Test scripts with SED fit with gammapy-0.19

cosimoNigro commented 2 years ago

A new release of gammapy will be announced tomorrow. We should try to update the scripts with the SED fit to this latest version.

With 0.1.8.2 there is actually a conflict complicating the reproducibility: gammapy 0.18.2 works with iminuit < 2 while jetset works with higher versions. Not that we are using any fitting routine of jetset, but installing it will automatically install a newest version of iminuit. The conflict should be resolved by gammapy 0.19 that upgraded its iminuit dependency to the latest version.

davidsanchez commented 2 years ago

Comments after the call of Friday 26. As I said, gammapy FluxPoint do not accept entries with the same energy now. For this, my first try was to remove the duplicated entries with

sed_table = Table.read(sed_path)
sed_table.sort(keys="e_ref")
_,mask = np.unique(sed_table["e_ref"],return_index=True)
sed_table = sed_table[mask.tolist()]

I reran the sherpa fit for PKS 1510-089, removing the duplicated entries as mentioned above. The first plot is the result with gamampy the second with sherpa. Both are different from the paper but more important, I do not have the same results :(

More to come soon

figure_6_gammapy_fit

figure_6_sherpa_fit

cosimoNigro commented 2 years ago

Thanks a lot @davidsanchez, I wrote in the Gammapy slack to get some support on this, I CC you. As I suggested, if we cannot sort it out we can fall back to 0.18.2 though it would be better to submit the scripts with the latest version of Gammapy.

davidsanchez commented 2 years ago

@cosimoNigro . I saw your message. thanks. I reply to it. I found that using the sherpa script and only sorting the data by increasing energy gives the strange results reported above. I am looking into that

adonath commented 2 years ago

Just for there record: the new recommended way to handle multiple flux points in Gammapy is to just keep them separate with multiple FluxPointsDataset objects in the analysis. I have described the motivation for this in detail here https://github.com/gammapy/gammapy/issues/3667#issuecomment-981705775.

We found that updating to iminuit=2.8.4 In Gammapy produced equivalent results in our validation, so I would not expect any significant changes here either.

cosimoNigro commented 2 years ago

Thanks a lot for commenting here Axel, I get the advantages of the new approach.
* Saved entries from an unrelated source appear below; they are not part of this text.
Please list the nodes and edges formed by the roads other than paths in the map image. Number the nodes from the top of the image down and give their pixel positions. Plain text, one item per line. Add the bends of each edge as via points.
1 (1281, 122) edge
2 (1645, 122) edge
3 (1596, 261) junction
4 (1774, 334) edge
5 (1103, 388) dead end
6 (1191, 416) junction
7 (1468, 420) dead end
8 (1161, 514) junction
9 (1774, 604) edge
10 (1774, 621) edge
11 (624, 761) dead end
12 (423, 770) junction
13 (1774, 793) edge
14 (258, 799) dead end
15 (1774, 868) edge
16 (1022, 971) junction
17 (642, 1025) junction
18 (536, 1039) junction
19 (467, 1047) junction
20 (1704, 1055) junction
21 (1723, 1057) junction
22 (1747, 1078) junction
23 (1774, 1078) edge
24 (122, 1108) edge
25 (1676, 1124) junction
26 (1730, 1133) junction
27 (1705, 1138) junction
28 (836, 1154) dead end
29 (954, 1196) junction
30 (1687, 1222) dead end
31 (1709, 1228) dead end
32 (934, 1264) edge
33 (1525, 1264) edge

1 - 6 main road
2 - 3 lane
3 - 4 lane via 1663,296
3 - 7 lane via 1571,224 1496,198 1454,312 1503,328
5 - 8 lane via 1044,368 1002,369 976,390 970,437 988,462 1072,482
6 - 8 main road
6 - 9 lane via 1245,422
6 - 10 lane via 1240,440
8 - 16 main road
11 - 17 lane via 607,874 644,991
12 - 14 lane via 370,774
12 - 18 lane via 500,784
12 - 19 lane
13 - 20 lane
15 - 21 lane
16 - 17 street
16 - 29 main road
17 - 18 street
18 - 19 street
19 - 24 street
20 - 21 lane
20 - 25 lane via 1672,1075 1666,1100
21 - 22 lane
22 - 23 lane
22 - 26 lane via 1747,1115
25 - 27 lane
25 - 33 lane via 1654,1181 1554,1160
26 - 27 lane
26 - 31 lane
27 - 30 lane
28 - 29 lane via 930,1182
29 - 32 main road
The only problem left is that for one of the sources I got a single txt file with the SED data mixed and sorted in energy, so it is impossible for me to sort them back to instrument-wise tables.

The only solution is to contact the author of the paper and hope he still has the data separated by instrument.

Otherwise the only workaround is to do a re-binning of the flux points, with the flux in each bin being the weighted average of all the points.

cosimoNigro commented 2 years ago

Alternatively we can also just release the agnpy paper with gammapy-0.18.2, we have a conda environment and a docker container.

The problem has to be fixed though in the notebooks in the docs.

cosimoNigro commented 2 years ago

Ok I wrote to David Paneque to see if he still has the Mrk421 measurements separated by instruments.

@jsitarek would you have the PKS1510-089 2015 data with the flux measurements by different instruments distinguishable?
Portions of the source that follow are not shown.